During 2015 and 2014, we reclassified $13.6 billion and $0.7 billion, respectively, in UPB of single-family
mortgage loans from held-for-investment to held-for-sale. The initial reclassifications of these loans
affected several line items on our consolidated results of operations, as shown in the table below.
Year Ended December 31,
(in millions) 2015 2014
Benefit for credit losses $ 2,314 $147
Other income (loss) - lower-of-cost-or-fair-value adjustment (2,193) (195)
Other (expense) income - property taxes and insurance associated with these loans (1,178) (62)
Effect on income before income tax (expense) benefit $ (1,057) $ (110)
Interest-Rate Risk Management Activities
We fund our business activities primarily through the issuance of unsecured short- and long-term debt.
The type of debt we issue is based on a variety of factors including market conditions and our liquidity
requirements.
We use derivatives to economically hedge interest-rate sensitivity mismatches between our assets and
liabilities. For example, depending on our strategic objectives and the duration of our mortgage-related
assets, we may fund our business using longer-term debt or using a mix of derivatives and shorter- and
medium-term debt. Through our use of derivatives, we manage our exposure to interest-rate risk on an
economic basis to a low level as measured by our models. For more information about our interest-rate
risk management and the sensitivity of reported earnings to our interest-rate risk management activities,
see “Risk Management - Interest Rate Risk and Other Market Risk.”
We currently favor a mix of derivatives and shorter- and medium-term debt to fund our business and
manage interest-rate risk. This funding mix is a less expensive method than relying more extensively on
long-term debt, and it provides greater flexibility and opportunity to match the duration of our assets and
liabilities in the future as we reduce the mortgage-related investments portfolio in accordance with the
requirements of the Purchase Agreement and FHFA.
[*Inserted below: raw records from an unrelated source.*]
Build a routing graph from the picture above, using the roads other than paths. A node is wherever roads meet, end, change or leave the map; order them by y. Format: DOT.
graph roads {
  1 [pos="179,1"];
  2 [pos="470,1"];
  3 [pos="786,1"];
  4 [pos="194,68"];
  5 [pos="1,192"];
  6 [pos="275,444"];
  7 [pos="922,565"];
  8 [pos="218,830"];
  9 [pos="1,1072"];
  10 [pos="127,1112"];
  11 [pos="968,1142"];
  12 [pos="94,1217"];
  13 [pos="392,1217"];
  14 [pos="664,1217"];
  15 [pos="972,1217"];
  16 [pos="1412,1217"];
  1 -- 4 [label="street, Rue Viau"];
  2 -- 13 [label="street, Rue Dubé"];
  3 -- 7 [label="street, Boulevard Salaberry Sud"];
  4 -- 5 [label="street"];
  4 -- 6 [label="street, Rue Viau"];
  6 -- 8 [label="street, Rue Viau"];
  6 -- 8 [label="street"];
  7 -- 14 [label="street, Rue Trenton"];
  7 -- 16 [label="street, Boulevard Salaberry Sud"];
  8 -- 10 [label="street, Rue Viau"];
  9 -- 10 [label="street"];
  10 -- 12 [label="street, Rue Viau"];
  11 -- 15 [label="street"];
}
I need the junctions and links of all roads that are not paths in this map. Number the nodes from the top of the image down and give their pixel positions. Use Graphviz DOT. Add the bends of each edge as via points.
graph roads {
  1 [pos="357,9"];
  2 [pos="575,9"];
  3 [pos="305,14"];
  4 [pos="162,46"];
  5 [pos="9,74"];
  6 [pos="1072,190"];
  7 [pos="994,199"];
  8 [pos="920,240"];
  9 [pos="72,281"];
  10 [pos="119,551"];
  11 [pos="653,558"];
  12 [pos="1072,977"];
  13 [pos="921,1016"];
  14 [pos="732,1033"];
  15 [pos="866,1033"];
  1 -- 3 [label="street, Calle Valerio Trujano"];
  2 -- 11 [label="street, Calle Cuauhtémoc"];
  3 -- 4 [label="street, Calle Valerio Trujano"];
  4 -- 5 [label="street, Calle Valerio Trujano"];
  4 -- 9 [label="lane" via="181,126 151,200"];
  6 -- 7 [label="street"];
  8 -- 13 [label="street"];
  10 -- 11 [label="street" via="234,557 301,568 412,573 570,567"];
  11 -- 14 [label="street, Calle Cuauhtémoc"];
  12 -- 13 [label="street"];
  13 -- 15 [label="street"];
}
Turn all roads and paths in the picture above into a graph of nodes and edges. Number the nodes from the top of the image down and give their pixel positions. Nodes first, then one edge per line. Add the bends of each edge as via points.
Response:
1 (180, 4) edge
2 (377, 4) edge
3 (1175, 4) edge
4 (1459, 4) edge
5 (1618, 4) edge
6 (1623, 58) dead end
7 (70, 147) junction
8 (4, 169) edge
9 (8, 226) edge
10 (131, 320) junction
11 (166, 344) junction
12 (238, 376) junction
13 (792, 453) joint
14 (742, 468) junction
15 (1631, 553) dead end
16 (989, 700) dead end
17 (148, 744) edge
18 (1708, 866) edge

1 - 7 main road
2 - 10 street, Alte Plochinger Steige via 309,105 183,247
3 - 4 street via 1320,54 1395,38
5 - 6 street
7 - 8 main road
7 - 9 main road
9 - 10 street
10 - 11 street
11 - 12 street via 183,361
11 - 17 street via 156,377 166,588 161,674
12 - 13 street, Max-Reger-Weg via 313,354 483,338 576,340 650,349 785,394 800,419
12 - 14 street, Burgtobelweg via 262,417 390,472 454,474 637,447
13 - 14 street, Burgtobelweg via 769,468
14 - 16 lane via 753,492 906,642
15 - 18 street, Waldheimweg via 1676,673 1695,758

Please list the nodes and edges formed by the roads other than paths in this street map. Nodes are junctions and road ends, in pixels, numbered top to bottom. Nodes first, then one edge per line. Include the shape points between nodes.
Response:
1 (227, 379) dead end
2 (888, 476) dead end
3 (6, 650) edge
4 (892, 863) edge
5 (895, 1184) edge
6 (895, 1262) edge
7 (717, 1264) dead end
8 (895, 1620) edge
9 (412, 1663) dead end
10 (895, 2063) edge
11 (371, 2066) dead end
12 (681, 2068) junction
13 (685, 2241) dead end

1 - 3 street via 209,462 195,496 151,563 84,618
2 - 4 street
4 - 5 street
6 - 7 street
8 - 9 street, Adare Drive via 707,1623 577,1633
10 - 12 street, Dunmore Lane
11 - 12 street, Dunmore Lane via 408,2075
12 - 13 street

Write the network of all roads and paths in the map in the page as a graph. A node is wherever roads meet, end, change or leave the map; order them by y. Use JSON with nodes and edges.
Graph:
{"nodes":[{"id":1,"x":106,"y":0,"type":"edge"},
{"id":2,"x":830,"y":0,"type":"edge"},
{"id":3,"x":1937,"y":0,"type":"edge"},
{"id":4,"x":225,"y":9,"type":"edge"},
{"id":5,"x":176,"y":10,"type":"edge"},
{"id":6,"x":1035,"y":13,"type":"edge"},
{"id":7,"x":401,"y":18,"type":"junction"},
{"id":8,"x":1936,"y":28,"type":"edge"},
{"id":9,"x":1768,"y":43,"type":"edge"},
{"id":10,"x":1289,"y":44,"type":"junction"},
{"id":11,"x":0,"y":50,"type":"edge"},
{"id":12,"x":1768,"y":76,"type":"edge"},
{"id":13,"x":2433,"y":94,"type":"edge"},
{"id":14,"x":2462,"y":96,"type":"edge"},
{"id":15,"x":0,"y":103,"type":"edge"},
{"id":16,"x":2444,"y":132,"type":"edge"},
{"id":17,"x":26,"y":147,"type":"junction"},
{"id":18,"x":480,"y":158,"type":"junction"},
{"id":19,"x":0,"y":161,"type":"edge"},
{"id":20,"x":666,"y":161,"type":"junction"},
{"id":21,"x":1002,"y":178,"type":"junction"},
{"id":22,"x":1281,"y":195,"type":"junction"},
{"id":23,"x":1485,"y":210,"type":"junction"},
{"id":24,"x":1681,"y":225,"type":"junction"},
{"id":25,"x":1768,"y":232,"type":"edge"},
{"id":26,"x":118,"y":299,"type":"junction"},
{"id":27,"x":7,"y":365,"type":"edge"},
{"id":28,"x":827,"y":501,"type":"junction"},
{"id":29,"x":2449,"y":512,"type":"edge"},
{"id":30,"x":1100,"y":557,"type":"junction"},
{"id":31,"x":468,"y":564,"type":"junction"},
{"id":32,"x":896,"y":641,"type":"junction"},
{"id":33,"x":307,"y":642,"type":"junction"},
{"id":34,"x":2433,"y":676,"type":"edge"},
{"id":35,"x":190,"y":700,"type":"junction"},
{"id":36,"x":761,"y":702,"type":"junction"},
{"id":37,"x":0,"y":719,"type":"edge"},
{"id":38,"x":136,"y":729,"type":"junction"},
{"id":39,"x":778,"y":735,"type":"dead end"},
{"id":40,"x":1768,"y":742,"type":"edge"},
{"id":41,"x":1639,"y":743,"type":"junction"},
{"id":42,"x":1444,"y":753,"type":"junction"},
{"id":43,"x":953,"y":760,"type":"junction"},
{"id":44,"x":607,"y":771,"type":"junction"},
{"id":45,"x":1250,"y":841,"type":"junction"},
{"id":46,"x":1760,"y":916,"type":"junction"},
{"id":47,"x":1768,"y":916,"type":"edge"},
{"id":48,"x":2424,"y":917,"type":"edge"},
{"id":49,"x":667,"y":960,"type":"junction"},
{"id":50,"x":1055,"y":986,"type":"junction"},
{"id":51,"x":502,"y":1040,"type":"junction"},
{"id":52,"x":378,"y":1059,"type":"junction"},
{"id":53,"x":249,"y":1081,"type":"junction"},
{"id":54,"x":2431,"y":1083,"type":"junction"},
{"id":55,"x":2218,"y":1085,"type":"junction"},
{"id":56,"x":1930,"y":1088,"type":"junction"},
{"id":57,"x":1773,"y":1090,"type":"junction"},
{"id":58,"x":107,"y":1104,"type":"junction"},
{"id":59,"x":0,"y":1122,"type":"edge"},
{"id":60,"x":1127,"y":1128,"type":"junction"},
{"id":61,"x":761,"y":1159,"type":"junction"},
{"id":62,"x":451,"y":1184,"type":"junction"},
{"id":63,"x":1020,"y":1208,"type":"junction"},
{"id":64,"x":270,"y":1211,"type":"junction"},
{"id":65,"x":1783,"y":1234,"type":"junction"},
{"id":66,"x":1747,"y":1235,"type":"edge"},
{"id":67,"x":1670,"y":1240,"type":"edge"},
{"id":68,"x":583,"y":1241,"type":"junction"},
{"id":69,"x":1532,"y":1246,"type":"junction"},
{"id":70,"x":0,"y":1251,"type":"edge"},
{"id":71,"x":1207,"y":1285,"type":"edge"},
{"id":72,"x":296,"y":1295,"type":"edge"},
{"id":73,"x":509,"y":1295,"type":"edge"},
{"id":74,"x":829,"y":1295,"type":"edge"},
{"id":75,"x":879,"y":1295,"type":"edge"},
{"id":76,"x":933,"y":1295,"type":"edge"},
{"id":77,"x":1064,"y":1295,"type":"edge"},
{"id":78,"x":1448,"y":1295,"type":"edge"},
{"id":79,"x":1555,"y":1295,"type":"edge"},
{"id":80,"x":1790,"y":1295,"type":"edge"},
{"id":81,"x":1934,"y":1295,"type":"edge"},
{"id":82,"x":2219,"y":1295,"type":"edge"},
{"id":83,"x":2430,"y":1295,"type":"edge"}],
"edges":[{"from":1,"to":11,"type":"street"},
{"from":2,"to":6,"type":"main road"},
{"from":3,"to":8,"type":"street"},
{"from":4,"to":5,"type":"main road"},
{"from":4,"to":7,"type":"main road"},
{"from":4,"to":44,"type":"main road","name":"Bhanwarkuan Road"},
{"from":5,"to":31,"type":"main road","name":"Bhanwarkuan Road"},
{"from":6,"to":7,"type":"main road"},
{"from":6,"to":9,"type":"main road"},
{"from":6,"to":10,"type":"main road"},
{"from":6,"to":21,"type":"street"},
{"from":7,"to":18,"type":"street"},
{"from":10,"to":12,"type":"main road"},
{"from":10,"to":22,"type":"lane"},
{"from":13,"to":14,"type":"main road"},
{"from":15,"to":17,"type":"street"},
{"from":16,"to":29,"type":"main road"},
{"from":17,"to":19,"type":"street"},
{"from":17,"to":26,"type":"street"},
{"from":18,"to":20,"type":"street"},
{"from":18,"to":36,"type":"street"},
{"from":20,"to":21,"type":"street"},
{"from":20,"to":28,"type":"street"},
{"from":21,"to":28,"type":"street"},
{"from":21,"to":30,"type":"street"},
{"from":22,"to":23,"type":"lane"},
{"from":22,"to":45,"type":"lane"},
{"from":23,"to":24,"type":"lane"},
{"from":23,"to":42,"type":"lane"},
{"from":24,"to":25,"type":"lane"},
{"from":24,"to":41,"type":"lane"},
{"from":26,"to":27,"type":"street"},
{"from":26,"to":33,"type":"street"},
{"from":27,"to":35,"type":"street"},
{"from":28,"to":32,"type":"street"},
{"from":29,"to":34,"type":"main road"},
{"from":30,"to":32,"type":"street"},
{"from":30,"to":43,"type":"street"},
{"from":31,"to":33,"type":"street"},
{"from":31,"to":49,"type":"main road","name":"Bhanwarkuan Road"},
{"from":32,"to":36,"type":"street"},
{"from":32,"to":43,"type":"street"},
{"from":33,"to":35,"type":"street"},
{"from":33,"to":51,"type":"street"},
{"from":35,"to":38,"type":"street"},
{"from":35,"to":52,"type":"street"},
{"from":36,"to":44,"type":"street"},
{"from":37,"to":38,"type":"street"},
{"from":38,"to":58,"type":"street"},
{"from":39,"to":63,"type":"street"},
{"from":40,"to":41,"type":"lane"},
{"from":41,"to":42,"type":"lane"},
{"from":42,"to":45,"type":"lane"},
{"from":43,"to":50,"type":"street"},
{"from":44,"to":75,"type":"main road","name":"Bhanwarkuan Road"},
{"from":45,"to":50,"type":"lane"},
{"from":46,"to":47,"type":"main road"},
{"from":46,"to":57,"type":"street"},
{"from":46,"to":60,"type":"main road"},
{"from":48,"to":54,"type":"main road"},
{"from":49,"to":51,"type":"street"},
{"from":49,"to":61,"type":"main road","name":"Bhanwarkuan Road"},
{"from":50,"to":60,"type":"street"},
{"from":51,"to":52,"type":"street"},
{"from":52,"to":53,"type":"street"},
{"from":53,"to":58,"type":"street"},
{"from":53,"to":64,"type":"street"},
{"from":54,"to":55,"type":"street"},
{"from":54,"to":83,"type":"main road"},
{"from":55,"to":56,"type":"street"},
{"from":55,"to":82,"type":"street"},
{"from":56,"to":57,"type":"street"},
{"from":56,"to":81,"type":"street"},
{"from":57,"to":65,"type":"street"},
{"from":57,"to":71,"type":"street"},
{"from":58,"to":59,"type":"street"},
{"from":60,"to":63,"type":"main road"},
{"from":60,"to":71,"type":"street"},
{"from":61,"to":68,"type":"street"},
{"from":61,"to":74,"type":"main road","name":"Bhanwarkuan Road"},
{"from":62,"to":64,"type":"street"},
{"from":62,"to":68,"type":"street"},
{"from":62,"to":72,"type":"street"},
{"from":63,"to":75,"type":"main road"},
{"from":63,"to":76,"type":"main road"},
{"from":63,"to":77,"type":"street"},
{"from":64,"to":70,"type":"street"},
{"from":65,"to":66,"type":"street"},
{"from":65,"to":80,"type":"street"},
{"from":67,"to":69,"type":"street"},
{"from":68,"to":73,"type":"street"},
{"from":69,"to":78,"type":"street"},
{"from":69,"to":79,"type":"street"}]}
While our interest-rate risk management activities reduce our economic exposure to interest-rate risk to a
low level, as measured by our models, the accounting treatment for our assets and liabilities, including
derivatives, creates volatility in our earnings when interest rates fluctuate. Some assets and liabilities are
measured at amortized cost and some are measured at fair value, while all derivatives are measured at
fair value. These measurement differences create volatility in our earnings that generally is not indicative
of the underlying economics of our business.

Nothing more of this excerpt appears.